Start of Block
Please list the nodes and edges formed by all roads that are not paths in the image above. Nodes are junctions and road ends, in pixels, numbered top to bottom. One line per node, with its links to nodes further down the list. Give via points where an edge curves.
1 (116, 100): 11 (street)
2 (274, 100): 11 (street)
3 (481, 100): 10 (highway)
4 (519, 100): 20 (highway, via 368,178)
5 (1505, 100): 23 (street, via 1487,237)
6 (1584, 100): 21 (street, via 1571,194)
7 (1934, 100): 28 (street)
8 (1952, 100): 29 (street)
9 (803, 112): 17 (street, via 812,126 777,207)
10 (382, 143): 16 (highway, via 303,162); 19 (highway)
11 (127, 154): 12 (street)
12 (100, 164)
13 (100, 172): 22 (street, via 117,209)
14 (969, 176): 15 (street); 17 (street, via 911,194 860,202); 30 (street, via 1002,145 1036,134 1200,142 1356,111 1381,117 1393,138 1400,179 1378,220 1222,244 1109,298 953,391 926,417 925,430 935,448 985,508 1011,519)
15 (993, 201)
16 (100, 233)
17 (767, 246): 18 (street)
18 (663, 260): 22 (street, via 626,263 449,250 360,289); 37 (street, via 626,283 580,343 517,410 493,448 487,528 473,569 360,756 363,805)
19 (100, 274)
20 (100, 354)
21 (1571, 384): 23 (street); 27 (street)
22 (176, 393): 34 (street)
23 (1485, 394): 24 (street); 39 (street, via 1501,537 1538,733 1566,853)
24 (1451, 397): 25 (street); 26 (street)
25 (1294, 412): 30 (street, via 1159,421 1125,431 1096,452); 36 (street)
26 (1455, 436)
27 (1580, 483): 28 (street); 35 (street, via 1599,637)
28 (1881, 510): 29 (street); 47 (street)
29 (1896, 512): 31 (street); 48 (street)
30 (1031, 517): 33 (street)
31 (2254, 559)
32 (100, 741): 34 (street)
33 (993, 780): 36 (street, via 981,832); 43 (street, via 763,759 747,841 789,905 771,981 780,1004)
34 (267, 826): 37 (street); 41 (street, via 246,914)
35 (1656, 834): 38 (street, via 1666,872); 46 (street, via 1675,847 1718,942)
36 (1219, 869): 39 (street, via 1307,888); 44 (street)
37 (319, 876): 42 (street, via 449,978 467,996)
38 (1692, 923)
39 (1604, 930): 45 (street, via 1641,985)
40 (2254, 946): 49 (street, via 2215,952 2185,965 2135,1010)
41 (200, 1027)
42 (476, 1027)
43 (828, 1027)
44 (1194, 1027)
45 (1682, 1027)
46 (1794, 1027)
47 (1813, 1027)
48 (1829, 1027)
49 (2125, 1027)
End of Block
Action item: Print out each record above exactly, with nothing omitted.

Response box:
Please list the nodes and edges formed by all roads that are not paths in the image above. Nodes are junctions and road ends, in pixels, numbered top to bottom. One line per node, with its links to nodes further down the list. Give via points where an edge curves.
1 (116, 100): 11 (street)
2 (274, 100): 11 (street)
3 (481, 100): 10 (highway)
4 (519, 100): 20 (highway, via 368,178)
5 (1505, 100): 23 (street, via 1487,237)
6 (1584, 100): 21 (street, via 1571,194)
7 (1934, 100): 28 (street)
8 (1952, 100): 29 (street)
9 (803, 112): 17 (street, via 812,126 777,207)
10 (382, 143): 16 (highway, via 303,162); 19 (highway)
11 (127, 154): 12 (street)
12 (100, 164)
13 (100, 172): 22 (street, via 117,209)
14 (969, 176): 15 (street); 17 (street, via 911,194 860,202); 30 (street, via 1002,145 1036,134 1200,142 1356,111 1381,117 1393,138 1400,179 1378,220 1222,244 1109,298 953,391 926,417 925,430 935,448 985,508 1011,519)
15 (993, 201)
16 (100, 233)
17 (767, 246): 18 (street)
18 (663, 260): 22 (street, via 626,263 449,250 360,289); 37 (street, via 626,283 580,343 517,410 493,448 487,528 473,569 360,756 363,805)
19 (100, 274)
20 (100, 354)
21 (1571, 384): 23 (street); 27 (street)
22 (176, 393): 34 (street)
23 (1485, 394): 24 (street); 39 (street, via 1501,537 1538,733 1566,853)
24 (1451, 397): 25 (street); 26 (street)
25 (1294, 412): 30 (street, via 1159,421 1125,431 1096,452); 36 (street)
26 (1455, 436)
27 (1580, 483): 28 (street); 35 (street, via 1599,637)
28 (1881, 510): 29 (street); 47 (street)
29 (1896, 512): 31 (street); 48 (street)
30 (1031, 517): 33 (street)
31 (2254, 559)
32 (100, 741): 34 (street)
33 (993, 780): 36 (street, via 981,832); 43 (street, via 763,759 747,841 789,905 771,981 780,1004)
34 (267, 826): 37 (street); 41 (street, via 246,914)
35 (1656, 834): 38 (street, via 1666,872); 46 (street, via 1675,847 1718,942)
36 (1219, 869): 39 (street, via 1307,888); 44 (street)
37 (319, 876): 42 (street, via 449,978 467,996)
38 (1692, 923)
39 (1604, 930): 45 (street, via 1641,985)
40 (2254, 946): 49 (street, via 2215,952 2185,965 2135,1010)
41 (200, 1027)
42 (476, 1027)
43 (828, 1027)
44 (1194, 1027)
45 (1682, 1027)
46 (1794, 1027)
47 (1813, 1027)
48 (1829, 1027)
49 (2125, 1027)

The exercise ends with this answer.